DSP, SEM, SPL, régie directe… Quel cadre juridique choisir pour l’AOM ?

    Le GART vous propose un panorama des différents outils juridiques mis à la disposition des autorités organisatrices de la mobilité (AOM) dans le cadre de la gestion de leurs réseaux de transport, afin de vous éclairer sur les solutions existantes.

    Régies et Entreprises Publiques Locales, une implication directe

    Régie Directe
    Dans la régie directe, l’AOM assure elle-même la gestion complète du service, sans intermédiaire. Cela implique une gestion et un contrôle direct de l’ensemble des opérations, comme par exemple, la gestion des ressources humaines, ou encore l’exploitation et la maintenance du matériel. Cette solution permet un contrôle total et une réactivité immédiate dans les prises de décisions, mais elle exige également des ressources internes importantes, tant en termes de compétences que de personnel.

    Société d’Économie Mixte (SEM)
    La SEM est un modèle où l’AOM détient la majorité du capital (au moins 51 %). Ce modèle est régi par l’article L1521-1 du Code général des collectivités territoriales (CGCT). Les SEM sont souvent utilisées pour des projets d’envergure où les ressources privées sont nécessaires pour le financement ou les compétences techniques. En effet, la SEM permet aux AOM de bénéficier des apports financiers et techniques, fournis par les actionnaires privés, tout en gardant le contrôle sur le projet. L’AOM doit, en effet, assurer une gestion proactive afin de garantir que les intérêts publics ne soient pas subordonnés aux objectifs privés. Les SEM sont donc particulièrement adaptées pour des projets d’envergure nécessitant des financements importants et une expertise technique que l’AOM peut ne pas avoir en interne.
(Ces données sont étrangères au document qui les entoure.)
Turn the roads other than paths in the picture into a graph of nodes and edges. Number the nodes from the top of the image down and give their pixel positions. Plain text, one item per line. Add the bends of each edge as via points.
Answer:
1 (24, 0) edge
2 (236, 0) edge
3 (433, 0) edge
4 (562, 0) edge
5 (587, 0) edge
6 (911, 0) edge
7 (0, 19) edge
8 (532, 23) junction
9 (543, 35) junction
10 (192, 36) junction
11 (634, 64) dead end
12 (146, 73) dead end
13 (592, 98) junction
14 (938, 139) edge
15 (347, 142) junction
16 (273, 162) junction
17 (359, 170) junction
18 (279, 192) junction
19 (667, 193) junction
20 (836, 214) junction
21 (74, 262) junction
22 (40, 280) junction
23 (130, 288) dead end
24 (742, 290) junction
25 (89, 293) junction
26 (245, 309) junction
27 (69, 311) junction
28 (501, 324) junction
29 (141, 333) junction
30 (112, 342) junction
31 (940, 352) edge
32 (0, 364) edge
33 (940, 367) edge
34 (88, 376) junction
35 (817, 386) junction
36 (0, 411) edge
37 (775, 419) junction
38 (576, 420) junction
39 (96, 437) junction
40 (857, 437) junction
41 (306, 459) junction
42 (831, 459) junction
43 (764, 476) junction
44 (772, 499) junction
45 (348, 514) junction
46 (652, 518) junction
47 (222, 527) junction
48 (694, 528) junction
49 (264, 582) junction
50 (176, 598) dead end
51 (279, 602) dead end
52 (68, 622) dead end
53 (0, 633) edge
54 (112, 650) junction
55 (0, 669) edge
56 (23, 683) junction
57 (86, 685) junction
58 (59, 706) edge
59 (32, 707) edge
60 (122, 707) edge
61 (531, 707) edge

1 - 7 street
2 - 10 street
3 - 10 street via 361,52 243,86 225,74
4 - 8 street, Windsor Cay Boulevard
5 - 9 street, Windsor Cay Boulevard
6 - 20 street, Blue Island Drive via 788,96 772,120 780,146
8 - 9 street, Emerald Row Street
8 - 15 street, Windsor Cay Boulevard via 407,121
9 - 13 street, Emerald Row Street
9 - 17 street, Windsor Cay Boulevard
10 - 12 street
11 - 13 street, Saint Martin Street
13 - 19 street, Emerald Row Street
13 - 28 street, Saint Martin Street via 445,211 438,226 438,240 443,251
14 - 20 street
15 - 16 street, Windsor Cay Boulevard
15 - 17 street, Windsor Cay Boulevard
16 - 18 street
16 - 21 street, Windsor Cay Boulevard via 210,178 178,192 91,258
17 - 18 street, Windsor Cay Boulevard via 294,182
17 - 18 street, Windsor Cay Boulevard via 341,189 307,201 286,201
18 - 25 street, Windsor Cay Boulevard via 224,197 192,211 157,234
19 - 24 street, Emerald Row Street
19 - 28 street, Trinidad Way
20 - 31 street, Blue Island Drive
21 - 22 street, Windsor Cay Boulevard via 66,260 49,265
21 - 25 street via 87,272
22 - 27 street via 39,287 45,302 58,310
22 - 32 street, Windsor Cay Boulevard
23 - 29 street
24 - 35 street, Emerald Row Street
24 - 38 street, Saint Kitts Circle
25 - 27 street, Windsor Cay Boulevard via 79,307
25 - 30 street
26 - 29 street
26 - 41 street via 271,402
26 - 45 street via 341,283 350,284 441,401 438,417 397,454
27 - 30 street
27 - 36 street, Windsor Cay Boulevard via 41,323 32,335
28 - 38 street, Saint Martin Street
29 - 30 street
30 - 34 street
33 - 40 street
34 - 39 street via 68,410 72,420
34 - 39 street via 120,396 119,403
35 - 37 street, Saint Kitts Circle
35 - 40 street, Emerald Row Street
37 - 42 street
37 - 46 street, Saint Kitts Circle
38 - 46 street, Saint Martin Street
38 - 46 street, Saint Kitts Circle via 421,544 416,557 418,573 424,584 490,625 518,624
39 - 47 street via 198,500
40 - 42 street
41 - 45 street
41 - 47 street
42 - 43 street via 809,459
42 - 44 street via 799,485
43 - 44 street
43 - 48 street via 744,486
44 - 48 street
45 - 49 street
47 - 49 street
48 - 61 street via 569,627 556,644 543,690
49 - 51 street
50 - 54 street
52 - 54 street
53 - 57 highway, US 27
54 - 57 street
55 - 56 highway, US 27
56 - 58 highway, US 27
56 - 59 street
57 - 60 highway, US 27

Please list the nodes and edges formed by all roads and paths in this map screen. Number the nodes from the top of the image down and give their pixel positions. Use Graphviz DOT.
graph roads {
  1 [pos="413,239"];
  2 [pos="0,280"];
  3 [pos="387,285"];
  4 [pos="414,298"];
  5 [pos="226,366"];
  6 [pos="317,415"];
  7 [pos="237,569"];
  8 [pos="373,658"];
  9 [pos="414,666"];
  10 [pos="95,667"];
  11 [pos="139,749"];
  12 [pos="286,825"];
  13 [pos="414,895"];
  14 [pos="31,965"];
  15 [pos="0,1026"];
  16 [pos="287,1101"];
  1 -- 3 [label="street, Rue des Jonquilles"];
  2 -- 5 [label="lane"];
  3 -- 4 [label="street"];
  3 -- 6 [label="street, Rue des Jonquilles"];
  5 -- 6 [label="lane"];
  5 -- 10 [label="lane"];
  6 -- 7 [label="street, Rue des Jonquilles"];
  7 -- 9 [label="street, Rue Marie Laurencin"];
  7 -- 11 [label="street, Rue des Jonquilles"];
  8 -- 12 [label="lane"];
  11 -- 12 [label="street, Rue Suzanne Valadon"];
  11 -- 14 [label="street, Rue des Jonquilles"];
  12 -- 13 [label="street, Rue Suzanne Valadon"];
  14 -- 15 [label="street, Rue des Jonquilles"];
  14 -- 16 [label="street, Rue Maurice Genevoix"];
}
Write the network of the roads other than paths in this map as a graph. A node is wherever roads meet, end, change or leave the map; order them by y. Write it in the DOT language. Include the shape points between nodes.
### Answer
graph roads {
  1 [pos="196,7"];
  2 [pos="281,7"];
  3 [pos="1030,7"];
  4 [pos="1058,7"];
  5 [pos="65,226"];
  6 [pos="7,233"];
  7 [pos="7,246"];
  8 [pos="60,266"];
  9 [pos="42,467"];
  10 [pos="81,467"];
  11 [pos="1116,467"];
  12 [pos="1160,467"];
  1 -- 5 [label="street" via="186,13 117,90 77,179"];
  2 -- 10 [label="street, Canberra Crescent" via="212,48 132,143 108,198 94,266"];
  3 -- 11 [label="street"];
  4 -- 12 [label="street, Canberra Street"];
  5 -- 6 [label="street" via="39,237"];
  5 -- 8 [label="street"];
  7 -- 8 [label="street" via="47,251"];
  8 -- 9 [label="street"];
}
    Société d’Économie Mixte à Opération Unique (SEMOP)
    La SEMOP, régie par l’article L1541-1 du CGCT, est une variante de la SEM, créée spécifiquement pour la réalisation d’un projet unique. Elle associe une AOM et un partenaire privé dans une société dont l’objet est limité à une opération précise. La sélection de l’actionnaire opérateur économique se fait après une mise en concurrence (CGCT, art. L. 1541-2). La SEMOP sera dissoute une fois l’opération terminée. Ce modèle permet une implication directe des actionnaires privés sur un projet spécifique, tout en assurant à l’AOM un contrôle total sur les décisions stratégiques ainsi que sur le suivi du projet, afin de garantir l’atteinte des objectifs qu’elle a fixés. La SEMOP est particulièrement utilisée pour des projets complexes ou ponctuels, comme la construction d’infrastructures ou la gestion de services spécialisés, où l’expertise privée est nécessaire. Il s’agit donc d’un outil particulièrement adapté à des projets nécessitant une étroite collaboration public-privé sur une durée limitée. Contrairement aux SEM, les SEMOP ne peuvent agir en dehors du territoire de l’AOM actionnaire.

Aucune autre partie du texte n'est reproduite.